Department of Biomedical Informatics, Columbia University, New York, New York, USA.
Department of Artificial Intelligence and Human Health, Icahn School of Medicine, New York, New York, USA.
J Am Med Inform Assoc. 2022 Nov 14;29(12):2032-2040. doi: 10.1093/jamia/ocac166.
To design and evaluate an interactive data quality (DQ) characterization tool focused on fitness-for-use completeness measures to support researchers' assessment of a dataset.
Design requirements were identified through a conceptual framework on DQ, literature review, and interviews. The prototype of the tool was developed based on the requirements gathered and was further refined by domain experts. The Fitness-for-Use Tool was evaluated through a within-subjects controlled experiment comparing it with a baseline tool that provides information on missing data based on intrinsic DQ measures. The tools were evaluated on task performance and perceived usability.

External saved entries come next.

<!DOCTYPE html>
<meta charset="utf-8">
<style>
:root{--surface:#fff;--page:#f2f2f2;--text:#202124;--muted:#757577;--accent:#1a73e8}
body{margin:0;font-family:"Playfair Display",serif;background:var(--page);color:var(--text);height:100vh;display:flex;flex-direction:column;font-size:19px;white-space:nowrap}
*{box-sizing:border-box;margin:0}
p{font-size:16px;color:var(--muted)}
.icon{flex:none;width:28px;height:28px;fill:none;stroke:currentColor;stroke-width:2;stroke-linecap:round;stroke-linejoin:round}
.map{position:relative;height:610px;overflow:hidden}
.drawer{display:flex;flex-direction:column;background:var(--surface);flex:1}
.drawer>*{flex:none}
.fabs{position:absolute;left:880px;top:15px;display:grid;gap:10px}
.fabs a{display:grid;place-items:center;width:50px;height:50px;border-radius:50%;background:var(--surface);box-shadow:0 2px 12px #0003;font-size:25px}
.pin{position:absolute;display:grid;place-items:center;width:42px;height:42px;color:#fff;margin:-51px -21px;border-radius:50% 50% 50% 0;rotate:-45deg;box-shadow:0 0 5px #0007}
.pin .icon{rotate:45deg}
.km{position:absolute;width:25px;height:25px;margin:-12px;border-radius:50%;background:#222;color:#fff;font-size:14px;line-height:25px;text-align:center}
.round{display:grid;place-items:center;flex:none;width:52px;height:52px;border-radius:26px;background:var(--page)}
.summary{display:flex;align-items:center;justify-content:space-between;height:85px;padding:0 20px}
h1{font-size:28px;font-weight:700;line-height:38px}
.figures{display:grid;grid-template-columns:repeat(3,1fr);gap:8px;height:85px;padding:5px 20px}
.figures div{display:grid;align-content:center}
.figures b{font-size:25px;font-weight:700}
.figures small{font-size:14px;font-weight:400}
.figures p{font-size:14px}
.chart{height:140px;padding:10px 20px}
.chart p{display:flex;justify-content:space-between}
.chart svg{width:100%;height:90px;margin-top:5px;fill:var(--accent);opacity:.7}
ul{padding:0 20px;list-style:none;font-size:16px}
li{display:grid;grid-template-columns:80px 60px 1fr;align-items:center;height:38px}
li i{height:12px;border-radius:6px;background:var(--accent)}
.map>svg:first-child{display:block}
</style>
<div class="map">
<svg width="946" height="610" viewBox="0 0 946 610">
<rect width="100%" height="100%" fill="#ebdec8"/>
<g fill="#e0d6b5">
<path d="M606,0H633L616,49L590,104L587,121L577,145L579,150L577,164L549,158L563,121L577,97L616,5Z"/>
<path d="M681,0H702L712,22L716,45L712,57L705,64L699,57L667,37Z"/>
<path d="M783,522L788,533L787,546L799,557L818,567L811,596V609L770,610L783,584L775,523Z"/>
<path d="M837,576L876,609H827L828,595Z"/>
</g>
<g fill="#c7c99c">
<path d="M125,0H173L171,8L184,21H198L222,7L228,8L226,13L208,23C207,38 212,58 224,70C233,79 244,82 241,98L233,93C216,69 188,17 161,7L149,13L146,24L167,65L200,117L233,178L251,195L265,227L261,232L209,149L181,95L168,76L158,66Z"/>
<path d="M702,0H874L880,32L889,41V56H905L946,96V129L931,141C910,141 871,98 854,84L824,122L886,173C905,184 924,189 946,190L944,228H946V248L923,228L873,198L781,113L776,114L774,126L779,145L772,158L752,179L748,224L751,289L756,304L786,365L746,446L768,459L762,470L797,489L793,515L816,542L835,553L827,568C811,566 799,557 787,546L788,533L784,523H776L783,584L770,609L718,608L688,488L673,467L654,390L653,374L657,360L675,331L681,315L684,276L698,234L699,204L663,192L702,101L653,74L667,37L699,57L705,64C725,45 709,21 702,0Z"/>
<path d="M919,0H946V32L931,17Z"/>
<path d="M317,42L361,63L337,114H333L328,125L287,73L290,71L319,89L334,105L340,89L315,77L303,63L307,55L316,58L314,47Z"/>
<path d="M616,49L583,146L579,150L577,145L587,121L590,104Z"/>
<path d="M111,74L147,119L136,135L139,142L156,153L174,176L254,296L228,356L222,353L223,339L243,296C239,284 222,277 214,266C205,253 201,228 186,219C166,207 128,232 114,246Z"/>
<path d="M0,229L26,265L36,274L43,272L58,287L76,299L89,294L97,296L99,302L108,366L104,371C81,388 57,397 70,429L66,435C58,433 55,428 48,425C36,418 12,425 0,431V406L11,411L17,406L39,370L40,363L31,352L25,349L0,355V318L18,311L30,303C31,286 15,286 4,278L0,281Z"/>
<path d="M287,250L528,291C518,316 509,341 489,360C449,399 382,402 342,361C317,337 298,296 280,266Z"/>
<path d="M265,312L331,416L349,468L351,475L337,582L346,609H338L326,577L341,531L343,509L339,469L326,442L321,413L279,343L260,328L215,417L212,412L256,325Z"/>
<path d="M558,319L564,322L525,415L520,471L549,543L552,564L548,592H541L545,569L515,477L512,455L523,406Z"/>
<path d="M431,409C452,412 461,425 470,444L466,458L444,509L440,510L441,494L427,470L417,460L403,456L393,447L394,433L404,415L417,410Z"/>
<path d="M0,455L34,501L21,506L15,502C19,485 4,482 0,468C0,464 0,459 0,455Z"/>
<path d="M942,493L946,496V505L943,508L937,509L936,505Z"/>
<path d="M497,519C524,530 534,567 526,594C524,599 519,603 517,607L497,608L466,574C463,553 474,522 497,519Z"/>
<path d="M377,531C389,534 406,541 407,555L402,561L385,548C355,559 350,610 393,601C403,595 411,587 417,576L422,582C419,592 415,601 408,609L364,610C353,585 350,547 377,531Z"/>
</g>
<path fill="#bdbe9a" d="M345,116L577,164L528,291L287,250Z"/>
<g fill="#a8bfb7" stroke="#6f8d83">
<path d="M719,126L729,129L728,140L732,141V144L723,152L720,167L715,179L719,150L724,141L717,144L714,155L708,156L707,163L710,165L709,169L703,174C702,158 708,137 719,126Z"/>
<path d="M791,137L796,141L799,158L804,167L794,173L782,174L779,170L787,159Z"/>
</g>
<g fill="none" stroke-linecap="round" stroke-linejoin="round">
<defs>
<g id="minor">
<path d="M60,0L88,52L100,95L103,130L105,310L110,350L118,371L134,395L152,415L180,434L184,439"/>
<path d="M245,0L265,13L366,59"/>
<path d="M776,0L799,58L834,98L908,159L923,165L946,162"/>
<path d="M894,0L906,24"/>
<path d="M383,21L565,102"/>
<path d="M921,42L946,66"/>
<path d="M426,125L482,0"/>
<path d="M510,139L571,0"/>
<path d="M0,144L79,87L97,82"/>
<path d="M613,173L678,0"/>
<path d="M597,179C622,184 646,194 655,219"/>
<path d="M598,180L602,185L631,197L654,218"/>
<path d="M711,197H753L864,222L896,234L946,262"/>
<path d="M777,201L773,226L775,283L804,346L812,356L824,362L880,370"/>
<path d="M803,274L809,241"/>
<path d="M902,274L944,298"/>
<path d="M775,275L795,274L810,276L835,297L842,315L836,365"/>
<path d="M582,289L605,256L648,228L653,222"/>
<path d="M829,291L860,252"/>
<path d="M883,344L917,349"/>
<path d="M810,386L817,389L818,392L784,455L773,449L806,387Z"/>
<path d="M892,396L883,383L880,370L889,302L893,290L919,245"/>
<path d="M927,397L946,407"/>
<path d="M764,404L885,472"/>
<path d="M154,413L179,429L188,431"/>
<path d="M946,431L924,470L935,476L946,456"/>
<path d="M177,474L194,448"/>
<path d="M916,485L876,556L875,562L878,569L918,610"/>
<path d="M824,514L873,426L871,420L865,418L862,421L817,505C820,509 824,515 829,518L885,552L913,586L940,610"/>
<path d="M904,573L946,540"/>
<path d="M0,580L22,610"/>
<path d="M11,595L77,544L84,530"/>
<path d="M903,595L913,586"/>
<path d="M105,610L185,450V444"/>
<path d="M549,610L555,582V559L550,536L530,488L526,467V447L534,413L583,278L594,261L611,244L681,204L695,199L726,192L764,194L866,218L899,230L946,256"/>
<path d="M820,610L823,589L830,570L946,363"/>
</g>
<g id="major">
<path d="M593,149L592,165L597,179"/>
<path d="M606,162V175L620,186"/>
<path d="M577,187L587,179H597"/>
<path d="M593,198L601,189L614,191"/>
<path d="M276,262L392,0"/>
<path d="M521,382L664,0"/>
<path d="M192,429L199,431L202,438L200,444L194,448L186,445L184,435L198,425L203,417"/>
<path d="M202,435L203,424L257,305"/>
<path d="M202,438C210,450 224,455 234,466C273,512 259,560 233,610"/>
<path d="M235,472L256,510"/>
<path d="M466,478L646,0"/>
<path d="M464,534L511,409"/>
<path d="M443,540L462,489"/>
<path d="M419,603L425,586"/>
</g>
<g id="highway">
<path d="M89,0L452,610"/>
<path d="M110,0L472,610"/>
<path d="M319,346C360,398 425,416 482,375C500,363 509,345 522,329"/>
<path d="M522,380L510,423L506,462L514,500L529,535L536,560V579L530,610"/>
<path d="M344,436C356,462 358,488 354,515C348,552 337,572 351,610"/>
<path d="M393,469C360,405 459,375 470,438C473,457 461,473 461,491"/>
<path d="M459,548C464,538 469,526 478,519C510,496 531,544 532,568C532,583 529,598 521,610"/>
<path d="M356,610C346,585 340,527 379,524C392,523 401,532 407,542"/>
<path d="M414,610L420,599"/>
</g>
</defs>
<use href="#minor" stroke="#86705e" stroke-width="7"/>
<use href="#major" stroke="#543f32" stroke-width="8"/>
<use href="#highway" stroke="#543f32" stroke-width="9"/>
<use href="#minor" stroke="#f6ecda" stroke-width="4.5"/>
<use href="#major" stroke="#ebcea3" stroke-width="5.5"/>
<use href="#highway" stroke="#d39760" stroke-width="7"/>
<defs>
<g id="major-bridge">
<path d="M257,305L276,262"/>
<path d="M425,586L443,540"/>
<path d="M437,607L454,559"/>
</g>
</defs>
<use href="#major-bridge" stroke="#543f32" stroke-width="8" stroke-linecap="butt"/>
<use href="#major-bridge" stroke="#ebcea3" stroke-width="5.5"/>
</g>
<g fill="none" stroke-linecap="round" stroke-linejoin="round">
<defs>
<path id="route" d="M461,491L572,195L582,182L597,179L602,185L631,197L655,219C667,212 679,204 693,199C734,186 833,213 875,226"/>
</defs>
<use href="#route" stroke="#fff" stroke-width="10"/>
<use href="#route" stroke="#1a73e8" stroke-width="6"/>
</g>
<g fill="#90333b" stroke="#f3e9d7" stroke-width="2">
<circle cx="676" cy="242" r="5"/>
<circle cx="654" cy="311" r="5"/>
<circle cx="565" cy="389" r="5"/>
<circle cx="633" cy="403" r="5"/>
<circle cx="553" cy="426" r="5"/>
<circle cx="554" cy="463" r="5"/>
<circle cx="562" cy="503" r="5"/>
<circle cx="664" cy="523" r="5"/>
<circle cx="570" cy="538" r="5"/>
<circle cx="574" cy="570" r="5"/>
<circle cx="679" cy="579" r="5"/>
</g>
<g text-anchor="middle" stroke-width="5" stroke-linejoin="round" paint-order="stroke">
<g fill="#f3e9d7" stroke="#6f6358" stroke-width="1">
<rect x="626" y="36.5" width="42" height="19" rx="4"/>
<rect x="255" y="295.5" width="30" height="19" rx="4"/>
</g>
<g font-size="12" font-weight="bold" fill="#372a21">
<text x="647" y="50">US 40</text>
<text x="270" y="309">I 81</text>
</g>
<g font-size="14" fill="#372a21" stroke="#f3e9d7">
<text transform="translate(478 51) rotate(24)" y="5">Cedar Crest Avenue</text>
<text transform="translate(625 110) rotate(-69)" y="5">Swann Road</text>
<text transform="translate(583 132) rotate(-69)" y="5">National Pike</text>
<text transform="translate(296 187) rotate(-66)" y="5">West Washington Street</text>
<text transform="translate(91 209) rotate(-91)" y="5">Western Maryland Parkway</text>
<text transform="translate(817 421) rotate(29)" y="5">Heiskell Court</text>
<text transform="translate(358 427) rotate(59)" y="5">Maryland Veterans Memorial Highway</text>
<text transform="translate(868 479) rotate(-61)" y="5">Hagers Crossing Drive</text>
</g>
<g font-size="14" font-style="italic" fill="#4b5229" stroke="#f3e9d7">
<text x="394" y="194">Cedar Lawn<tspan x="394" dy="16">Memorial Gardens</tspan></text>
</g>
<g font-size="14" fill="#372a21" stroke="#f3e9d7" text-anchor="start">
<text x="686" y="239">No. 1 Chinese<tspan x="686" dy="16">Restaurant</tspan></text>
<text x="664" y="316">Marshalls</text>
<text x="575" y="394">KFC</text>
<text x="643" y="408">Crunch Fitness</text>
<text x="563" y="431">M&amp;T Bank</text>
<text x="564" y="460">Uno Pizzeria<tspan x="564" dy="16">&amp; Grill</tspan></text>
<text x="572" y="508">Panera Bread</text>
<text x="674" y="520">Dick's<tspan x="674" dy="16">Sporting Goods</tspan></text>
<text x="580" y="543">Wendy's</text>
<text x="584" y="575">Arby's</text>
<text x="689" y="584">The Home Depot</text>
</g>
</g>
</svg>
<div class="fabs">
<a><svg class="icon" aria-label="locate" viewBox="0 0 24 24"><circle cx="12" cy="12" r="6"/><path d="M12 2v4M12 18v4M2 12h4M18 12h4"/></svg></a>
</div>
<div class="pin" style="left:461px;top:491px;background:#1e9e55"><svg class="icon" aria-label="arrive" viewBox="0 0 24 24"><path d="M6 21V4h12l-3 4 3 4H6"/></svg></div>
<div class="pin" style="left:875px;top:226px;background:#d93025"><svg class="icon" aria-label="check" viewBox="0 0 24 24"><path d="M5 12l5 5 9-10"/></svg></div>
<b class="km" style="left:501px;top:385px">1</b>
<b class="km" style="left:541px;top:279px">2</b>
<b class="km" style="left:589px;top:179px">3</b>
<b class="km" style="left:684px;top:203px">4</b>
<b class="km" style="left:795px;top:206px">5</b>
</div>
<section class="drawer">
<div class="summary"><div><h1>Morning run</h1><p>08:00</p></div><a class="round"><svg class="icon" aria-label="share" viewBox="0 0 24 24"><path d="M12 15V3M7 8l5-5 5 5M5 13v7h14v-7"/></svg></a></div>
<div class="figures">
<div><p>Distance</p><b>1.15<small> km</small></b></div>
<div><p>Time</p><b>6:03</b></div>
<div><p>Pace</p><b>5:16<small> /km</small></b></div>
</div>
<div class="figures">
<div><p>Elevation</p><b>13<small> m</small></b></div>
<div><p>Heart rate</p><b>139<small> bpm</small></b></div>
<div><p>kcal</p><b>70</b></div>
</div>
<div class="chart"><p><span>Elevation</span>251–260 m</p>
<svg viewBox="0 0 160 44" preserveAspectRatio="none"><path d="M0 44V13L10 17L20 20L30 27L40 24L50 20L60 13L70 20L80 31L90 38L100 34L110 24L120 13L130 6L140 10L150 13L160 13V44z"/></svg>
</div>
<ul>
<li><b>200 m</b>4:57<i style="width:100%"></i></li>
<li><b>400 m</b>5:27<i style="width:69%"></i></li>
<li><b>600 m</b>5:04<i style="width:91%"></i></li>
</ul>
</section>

The Fitness-for-Use Tool allows users to define data completeness by customizing the measures and its thresholds to fit their research task and provides a data summary based on the customized definition. Using the Fitness-for-Use Tool, study participants were able to accurately complete fitness-for-use assessment in less time than when using the Intrinsic DQ Tool. The study participants perceived that the Fitness-for-Use Tool was more useful in determining the fitness-for-use of a dataset than the Intrinsic DQ Tool.
Incorporating fitness-for-use measures in a DQ characterization tool could provide data summary that meets researchers needs. The design features identified in this study has potential to be applied to other biomedical data types.
A tool that summarizes a dataset in terms of fitness-for-use dimensions and measures specific to a research question supports dataset assessment better than a tool that only presents information on intrinsic DQ measures.
设计和评估一种交互式数据质量(DQ)特征描述工具,该工具专注于可用性完整性措施,以支持研究人员对数据集的评估。
通过 DQ 概念框架、文献回顾和访谈确定了设计要求。根据收集到的要求开发了工具原型,并由领域专家进一步改进。通过一项内部对照实验对可用性工具进行了评估,该实验将其与提供基于内在 DQ 措施的缺失数据信息的基线工具进行了比较。在任务绩效和感知可用性方面评估了这些工具。
可用性工具允许用户通过自定义措施及其阈值来定义数据完整性,以适应其研究任务,并根据自定义定义提供数据摘要。使用可用性工具,研究参与者能够在比使用内在 DQ 工具更短的时间内准确完成可用性评估。研究参与者认为,可用性工具比内在 DQ 工具更有助于确定数据集的可用性。
在 DQ 特征描述工具中纳入可用性措施可以提供满足研究人员需求的数据摘要。本研究中确定的设计特点有可能应用于其他生物医学数据类型。
一种能够根据特定研究问题的可用性维度和措施总结数据集的工具,比仅提供内在 DQ 措施信息的工具更能支持数据集评估。